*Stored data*
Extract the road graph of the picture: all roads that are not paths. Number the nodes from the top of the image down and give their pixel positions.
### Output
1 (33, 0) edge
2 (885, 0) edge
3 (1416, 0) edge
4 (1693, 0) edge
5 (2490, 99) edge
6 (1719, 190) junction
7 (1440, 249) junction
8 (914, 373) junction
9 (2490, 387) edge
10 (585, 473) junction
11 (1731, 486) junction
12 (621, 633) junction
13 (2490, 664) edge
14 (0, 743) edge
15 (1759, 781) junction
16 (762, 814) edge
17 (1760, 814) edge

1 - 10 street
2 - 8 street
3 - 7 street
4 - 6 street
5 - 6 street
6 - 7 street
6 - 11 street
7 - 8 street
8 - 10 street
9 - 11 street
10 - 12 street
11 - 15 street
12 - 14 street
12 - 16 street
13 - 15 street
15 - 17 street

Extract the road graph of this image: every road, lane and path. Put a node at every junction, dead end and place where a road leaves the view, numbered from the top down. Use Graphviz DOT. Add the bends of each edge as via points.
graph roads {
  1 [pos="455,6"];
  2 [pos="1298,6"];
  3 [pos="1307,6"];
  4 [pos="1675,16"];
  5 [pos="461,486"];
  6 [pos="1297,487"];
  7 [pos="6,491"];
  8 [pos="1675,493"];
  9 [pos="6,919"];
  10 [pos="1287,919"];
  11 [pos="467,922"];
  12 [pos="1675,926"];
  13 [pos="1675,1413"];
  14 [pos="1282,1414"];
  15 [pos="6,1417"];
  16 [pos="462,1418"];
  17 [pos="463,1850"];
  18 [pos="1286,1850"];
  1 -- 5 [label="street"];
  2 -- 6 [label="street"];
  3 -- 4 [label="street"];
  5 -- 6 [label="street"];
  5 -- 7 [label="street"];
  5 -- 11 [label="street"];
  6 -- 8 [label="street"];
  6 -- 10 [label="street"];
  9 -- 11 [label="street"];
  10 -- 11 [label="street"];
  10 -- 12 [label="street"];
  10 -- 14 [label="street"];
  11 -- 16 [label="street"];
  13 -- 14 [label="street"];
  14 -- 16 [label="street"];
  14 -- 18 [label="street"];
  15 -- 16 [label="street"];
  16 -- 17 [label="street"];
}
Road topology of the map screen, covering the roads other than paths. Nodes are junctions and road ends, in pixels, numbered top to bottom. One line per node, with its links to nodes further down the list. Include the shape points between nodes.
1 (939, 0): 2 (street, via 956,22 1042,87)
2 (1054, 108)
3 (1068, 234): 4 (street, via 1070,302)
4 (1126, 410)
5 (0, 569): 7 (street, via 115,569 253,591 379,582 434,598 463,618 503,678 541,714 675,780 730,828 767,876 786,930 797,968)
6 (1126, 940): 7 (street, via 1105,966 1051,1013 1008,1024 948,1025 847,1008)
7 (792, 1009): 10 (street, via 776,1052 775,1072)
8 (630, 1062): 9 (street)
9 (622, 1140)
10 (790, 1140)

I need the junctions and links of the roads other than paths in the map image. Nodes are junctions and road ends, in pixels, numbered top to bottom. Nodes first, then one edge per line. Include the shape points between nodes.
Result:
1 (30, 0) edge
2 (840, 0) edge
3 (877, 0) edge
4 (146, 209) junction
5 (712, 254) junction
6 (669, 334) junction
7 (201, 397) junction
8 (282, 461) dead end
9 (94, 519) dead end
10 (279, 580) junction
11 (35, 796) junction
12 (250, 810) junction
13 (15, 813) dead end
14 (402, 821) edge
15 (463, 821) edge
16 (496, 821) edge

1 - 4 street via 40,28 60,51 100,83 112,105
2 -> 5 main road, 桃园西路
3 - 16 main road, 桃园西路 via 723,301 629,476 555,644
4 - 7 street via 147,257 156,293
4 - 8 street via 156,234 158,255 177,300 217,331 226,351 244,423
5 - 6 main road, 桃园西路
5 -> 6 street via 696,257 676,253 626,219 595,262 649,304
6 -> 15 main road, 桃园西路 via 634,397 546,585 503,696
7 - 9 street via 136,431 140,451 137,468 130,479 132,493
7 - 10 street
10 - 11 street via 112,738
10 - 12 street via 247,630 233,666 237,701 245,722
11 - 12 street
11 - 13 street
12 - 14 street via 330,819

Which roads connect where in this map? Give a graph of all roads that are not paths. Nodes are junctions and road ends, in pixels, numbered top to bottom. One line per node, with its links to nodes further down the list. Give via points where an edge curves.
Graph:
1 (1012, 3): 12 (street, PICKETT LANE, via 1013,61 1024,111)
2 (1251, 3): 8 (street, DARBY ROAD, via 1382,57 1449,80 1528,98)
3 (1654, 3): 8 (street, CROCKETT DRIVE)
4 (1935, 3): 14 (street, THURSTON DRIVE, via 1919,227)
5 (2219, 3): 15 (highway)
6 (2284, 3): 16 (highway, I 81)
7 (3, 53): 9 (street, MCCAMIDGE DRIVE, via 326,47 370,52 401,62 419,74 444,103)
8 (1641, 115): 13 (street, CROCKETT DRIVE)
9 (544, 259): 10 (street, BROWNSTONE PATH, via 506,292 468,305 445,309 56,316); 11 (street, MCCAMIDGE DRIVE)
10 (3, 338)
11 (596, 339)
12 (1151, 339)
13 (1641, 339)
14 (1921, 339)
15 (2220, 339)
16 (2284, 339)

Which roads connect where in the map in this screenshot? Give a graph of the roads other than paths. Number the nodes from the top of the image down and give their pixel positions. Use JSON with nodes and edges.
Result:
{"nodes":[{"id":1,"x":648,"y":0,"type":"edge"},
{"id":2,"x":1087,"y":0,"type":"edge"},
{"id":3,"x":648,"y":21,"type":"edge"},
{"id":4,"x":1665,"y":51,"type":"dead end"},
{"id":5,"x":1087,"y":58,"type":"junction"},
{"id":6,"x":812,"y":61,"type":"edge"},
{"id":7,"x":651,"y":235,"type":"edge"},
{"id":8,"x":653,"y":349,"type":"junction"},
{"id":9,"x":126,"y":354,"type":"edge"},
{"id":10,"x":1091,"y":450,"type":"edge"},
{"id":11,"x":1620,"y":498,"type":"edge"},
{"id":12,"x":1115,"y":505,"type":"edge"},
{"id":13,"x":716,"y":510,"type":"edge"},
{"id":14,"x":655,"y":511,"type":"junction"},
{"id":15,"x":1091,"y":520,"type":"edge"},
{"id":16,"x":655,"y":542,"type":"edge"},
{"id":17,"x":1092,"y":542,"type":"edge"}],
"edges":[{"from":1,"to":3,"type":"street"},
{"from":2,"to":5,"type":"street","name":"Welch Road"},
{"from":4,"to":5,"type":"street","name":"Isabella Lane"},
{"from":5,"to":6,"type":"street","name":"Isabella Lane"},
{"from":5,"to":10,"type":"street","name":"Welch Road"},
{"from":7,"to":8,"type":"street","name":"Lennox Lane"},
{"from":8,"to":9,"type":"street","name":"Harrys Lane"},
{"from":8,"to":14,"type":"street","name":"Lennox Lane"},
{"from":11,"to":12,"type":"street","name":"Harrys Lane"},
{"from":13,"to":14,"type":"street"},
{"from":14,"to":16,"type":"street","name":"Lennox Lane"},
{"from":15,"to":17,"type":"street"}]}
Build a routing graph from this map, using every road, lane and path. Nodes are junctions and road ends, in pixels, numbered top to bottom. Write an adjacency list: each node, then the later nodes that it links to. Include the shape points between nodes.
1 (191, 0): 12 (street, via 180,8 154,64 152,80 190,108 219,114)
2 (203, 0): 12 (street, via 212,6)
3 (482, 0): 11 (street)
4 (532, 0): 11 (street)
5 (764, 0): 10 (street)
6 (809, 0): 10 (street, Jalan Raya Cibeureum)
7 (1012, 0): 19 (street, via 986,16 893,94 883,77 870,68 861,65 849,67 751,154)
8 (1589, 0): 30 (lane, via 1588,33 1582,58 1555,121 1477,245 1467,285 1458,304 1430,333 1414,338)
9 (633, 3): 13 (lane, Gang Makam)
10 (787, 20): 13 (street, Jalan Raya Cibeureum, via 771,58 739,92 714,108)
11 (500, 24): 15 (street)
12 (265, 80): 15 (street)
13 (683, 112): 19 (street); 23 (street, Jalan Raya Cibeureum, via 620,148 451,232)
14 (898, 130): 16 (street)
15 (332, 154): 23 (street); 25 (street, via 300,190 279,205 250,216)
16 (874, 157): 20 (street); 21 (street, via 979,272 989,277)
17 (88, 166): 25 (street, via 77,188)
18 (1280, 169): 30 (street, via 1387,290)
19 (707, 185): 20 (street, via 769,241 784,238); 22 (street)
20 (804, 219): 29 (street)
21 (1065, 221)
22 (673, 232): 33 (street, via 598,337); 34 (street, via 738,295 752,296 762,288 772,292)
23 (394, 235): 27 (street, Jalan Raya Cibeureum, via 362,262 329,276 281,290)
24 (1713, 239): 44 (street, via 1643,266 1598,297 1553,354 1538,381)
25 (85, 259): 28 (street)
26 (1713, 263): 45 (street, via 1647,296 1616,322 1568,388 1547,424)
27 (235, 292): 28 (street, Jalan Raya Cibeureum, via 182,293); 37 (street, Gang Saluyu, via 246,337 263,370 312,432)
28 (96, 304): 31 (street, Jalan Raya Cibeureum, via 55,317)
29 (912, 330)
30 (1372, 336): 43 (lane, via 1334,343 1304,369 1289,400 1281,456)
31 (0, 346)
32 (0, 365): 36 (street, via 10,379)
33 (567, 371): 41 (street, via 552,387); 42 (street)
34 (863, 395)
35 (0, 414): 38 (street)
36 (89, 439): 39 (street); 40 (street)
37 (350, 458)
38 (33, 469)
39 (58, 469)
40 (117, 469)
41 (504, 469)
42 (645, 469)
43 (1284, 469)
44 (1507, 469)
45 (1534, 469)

*EXERCISE PROMPT*
Filter the records above for lines with "Which".

*RESPONSE*
Which roads connect where in this map? Give a graph of all roads that are not paths. Nodes are junctions and road ends, in pixels, numbered top to bottom. One line per node, with its links to nodes further down the list. Give via points where an edge curves.
Which roads connect where in the map in this screenshot? Give a graph of the roads other than paths. Number the nodes from the top of the image down and give their pixel positions. Use JSON with nodes and edges.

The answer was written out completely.